To the side, The Astrid String Quartet in white clothes play Shostakovitch’s haunting String Quartet No 15 in E Minor, which is soft and meditative, before turning spiky and pizzicato, culminating in ferocious violin stabs which pierce,and then ebb away. When Owen returns, she is clad in a restrictive stiff card headdress, which could be a wimple or symbol of bondage. Popper remains sat at a table, takes a package out, and the slow reveal is that of a curling, phallic eel, which he cradles in his lap, magnified on a large screen. A disturbing image which is hard to erase.
The second half is easier to place, although no less sensual nor portentous. Dancer Penny Chivas, encased in the glass cabinet, is naked but for a mask of brittlelooking leaves, a homage to one of Woodman’s most famous photographs. She is a moving sculpture , an emblem of a trapped animal. It is not difficult to draw a parallel between Chivas’ encased woman and the pain of depression weighting down on Woodman. This time, the quartet, now in black, play a more contemporary piece, Gavin Bryars’ divine, moody String Quartet No. 2 Ephemera, like skulls, spines and feathers are magnified onto the screen, juxtaposed with more aesthetically pleasing butterflies.

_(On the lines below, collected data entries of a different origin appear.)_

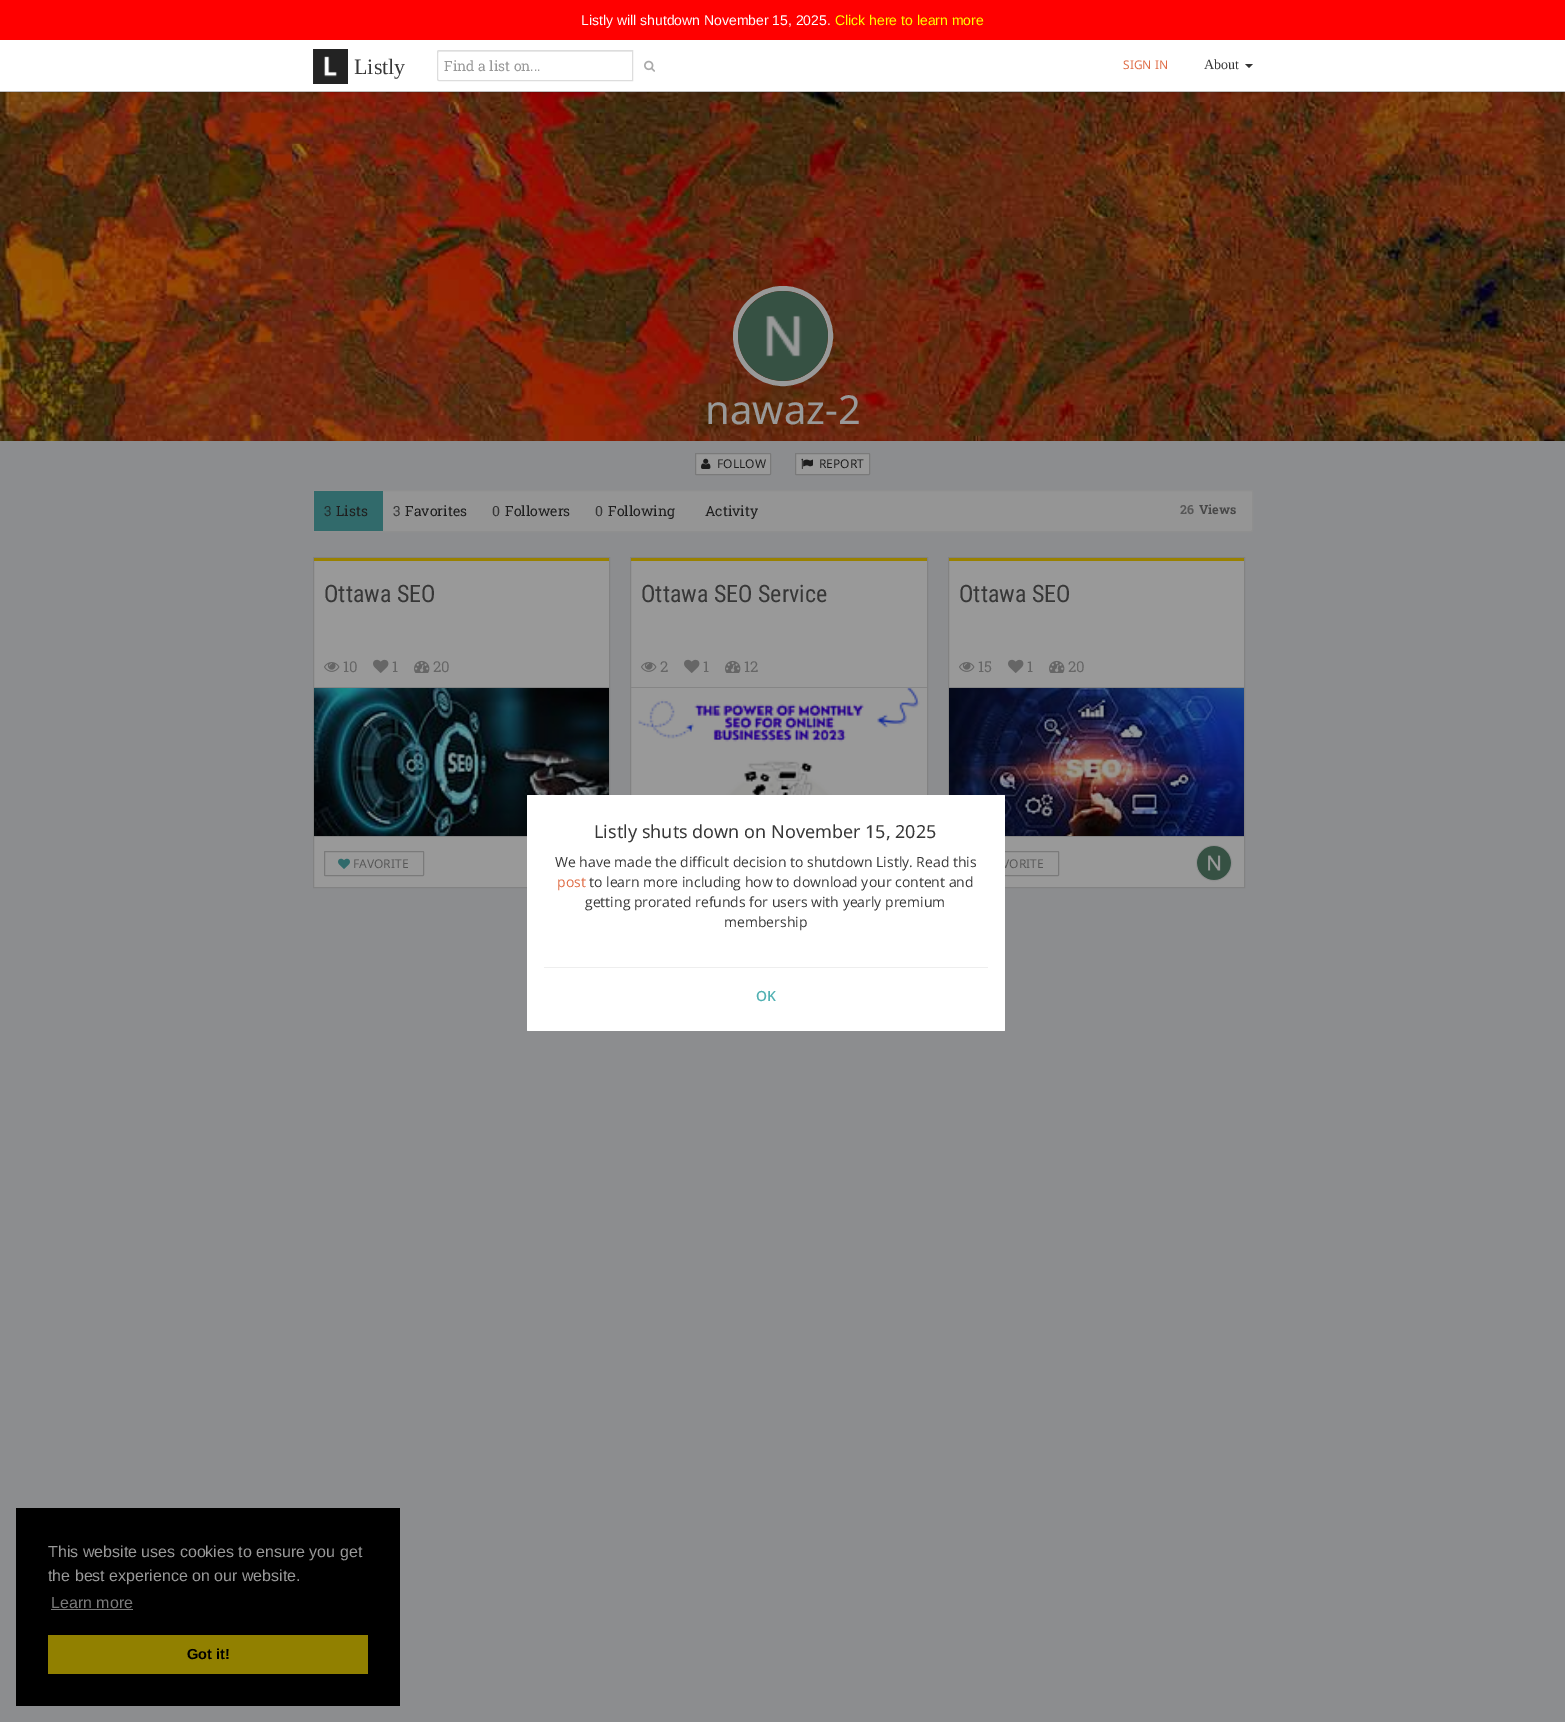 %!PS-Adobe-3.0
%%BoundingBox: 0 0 1565 1722
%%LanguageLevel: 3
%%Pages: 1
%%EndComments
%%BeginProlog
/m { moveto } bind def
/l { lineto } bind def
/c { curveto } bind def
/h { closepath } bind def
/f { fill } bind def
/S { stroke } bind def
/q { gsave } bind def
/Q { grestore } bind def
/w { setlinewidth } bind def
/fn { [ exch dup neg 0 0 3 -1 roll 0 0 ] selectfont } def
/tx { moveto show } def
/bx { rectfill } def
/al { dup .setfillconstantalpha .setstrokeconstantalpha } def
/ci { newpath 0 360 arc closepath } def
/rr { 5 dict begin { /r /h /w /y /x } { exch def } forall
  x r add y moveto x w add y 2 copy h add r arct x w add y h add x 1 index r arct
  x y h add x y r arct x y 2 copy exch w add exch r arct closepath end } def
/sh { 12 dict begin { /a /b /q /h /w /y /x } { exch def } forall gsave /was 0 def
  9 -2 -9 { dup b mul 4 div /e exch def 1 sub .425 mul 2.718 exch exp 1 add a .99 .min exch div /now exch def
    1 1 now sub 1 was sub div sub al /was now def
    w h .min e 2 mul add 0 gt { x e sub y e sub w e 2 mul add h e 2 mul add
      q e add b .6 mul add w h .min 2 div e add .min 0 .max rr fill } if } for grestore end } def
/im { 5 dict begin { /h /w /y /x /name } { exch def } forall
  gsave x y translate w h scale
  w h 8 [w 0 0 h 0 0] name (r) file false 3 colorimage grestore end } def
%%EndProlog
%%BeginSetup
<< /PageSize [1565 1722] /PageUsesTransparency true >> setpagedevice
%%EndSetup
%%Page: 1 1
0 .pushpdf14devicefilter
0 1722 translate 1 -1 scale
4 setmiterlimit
0.549 0.553 0.561 setrgbcolor
0 0 1565 1722 bx
(image2.raw) 0 92 1565 349 im
0.047 0.051 0.055 setrgbcolor
0 1 1565 92 0 1.5 0.1 sh
0.1 al
0 92 1565 1 bx
1 al
1 setgray
0 40 1565 51 bx
0.749 setgray
0 91 1565 1 bx
1 0 0 setrgbcolor
0 0 1565 40 bx
/LiberationSans-Regular 14 fn
1 setgray
(Listly will shutdown November 15, 2025.) 581 25 tx
1 1 0 setrgbcolor
(Click here to learn more) 835 25 tx
(image0.raw) 313 49 35 35 im
/LiberationSerif-Regular 22 fn
0.216 setgray
(Listly) 354 74 tx
0.925 setgray
439 52 m 632 52 l 632 51 l 438 51 l 438 53 l h f
0.867 setgray
439 50.5 m 632.5 50.5 l 632.5 80.5 l 439 80.5 l 438 80.5 437.5 80 437.5 79 c 437.5 52 l 437.5 51 438 50.5 439 50.5 c h S
/RobotoSlab-Regular 14 fn
0.6 setgray
(Find a list on...) 444 71 tx
(image1.raw) 644 60 11 12 im
/NotoSans-Regular 12 fn
0.875 0.427 0.275 setrgbcolor
(SIGN IN) 1123 69 tx
/LiberationSerif-Regular 14 fn
0.216 setgray
(About) 1204 69 tx
0.2 setgray
1245 64 m 1253 64 l 1249 68 l h f
0.6 setgray
5 w
783 336 47.5 ci S
(image3.raw) 738 291 90 90 im
/NotoSans-Regular 40 fn
(nawaz-2) 705 424 tx
695.5 453.5 75 21 0.5 rr q f Q
0.478 setgray
1 w
S
(image4.raw) 701 458 10 11 im
/NotoSans-Regular 12 fn
0.122 setgray
(FOLLOW) 717 468 tx
0.6 setgray
795.5 453.5 74 21 0.5 rr q f Q
0.478 setgray
S
(image5.raw) 801 458 12 11 im
0.122 setgray
(REPORT) 819 468 tx
0.584 setgray
313.5 490.5 939 41 1.5 rr q f Q
0.561 setgray
S
0.192 0.416 0.42 setrgbcolor
314 491 69 40 bx
/RobotoSlab-Regular 14 fn
0.133 0.18 0.18 setrgbcolor
(3) 324 516 tx
0.122 setgray
(Lists) 336 516 tx
0.216 setgray
(3) 393 516 tx
0.122 setgray
(Favorites) 405 516 tx
0.216 setgray
(0) 492 516 tx
0.122 setgray
(Followers) 505 516 tx
0.216 setgray
(0) 595 516 tx
0.122 setgray
(Following) 608 516 tx
(Activity) 705 516 tx
/RobotoSlab-Bold 12.5 fn
0.341 setgray
(26) 1180 514 tx
0.278 setgray
(Views) 1199 514 tx
0.6 setgray
314 561 295 326 bx
0.51 setgray
313.5 557.5 296 330 rectstroke
0.6 0.506 0 setrgbcolor
314 558 295 3 bx
/RobotoCondensed-Regular 24 fn
0.216 setgray
(Ottawa SEO) 324 602 tx
(image6.raw) 324 662 16 10 im
/RobotoSlab-Regular 15 fn
0.4 setgray
(10) 343 672 tx
(image7.raw) 373 659 16 14 im
(1) 392 672 tx
(image8.raw) 414 660 16 13 im
(20) 433 672 tx
(image9.raw) 314 688 295 148 im
0.522 setgray
314 687 295 1 bx
314 836 213 1 bx
0.478 setgray
324.5 851.5 99 24 0.5 rr S
(image10.raw) 338 858 12 11 im
/NotoSans-Regular 12 fn
0.341 setgray
(FAVORITE) 353 868 tx
0.6 setgray
631 561 296 234 bx
0.51 setgray
630.5 557.5 297 330 rectstroke
0.6 0.506 0 setrgbcolor
631 558 296 3 bx
/RobotoCondensed-Regular 24 fn
0.216 setgray
(Ottawa SEO Service) 641 602 tx
(image6.raw) 641 662 16 10 im
/RobotoSlab-Regular 15 fn
0.4 setgray
(2) 660 672 tx
(image7.raw) 684 659 16 14 im
(1) 703 672 tx
(image8.raw) 725 660 16 13 im
(12) 744 672 tx
(image11.raw) 638 688 282 107 im
0.522 setgray
631 687 296 1 bx
0.6 setgray
949 561 295 326 bx
0.51 setgray
948.5 557.5 296 330 rectstroke
0.6 0.506 0 setrgbcolor
949 558 295 3 bx
/RobotoCondensed-Regular 24 fn
0.216 setgray
(Ottawa SEO) 959 602 tx
(image6.raw) 959 662 16 10 im
/RobotoSlab-Regular 15 fn
0.4 setgray
(15) 978 672 tx
(image7.raw) 1008 659 16 14 im
(1) 1027 672 tx
(image8.raw) 1049 660 16 13 im
(20) 1068 672 tx
(image12.raw) 949 688 295 148 im
0.522 setgray
949 687 295 1 bx
1005 836 239 1 bx
0.478 setgray
959.5 851.5 99 24 0.5 rr S
/NotoSans-Regular 12 fn
0.341 setgray
(VORITE) 1002 868 tx
0.561 setgray
1214 863 17.5 ci S
(image13.raw) 1197 846 34 34 im
1 setgray
527 795 478 236 1 rr f
/NotoSans-Regular 18 fn
0.216 setgray
(Listly shuts down on November 15, 2025) 594 838 tx
/OpenSans-Regular 14 fn
(We have made the difficult decision to shutdown Listly. Read this) 555 867 tx
0.875 0.427 0.275 setrgbcolor
(post) 557 887 tx
0.216 setgray
(to learn more including how to download your content and) 589 887 tx
(getting prorated refunds for users with yearly premium) 585 907 tx
(membership) 724 927 tx
0.933 setgray
544 967 444 1 bx
/OpenSans-SemiBold 14 fn
0.322 0.694 0.702 setrgbcolor
(OK) 756 1001 tx
0 setgray
16 1508 384 198 bx
/LiberationSans-Regular 16 fn
0.6 setgray
(This website uses cookies to ensure you get) 48 1557 tx
(the best experience on our website.) 48 1581 tx
0.478 setgray
(Learn more) 51 1608 tx
51 1609 82 1 bx
0.569 0.502 0 setrgbcolor
48 1635 320 39 bx
/LiberationSans-Bold 14.5 fn
0 setgray
(Got it!) 187 1659 tx
.poppdf14devicefilter showpage
%%EOF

Chivas seems at one point to decapitate herself, almost disappearing into a trap door, before emerging in feathers and blurring into another identity the use of a mirror suggestive not of narcissism, but total self-annihilation. It ends with her collapsed, wrapped in plastic like just another piece of meat, processed and packed, ready to be consumed.
In this moving but somewhat chilling piece, Armstrong recognises and acknowledges within his symbolism that the drive to create can also be the same, very human impulse that impels someone to destroy, as with Francesca Woodman: sadly, we can only wonder at what else she could have made, had she held on. Her delicacy was her downfall.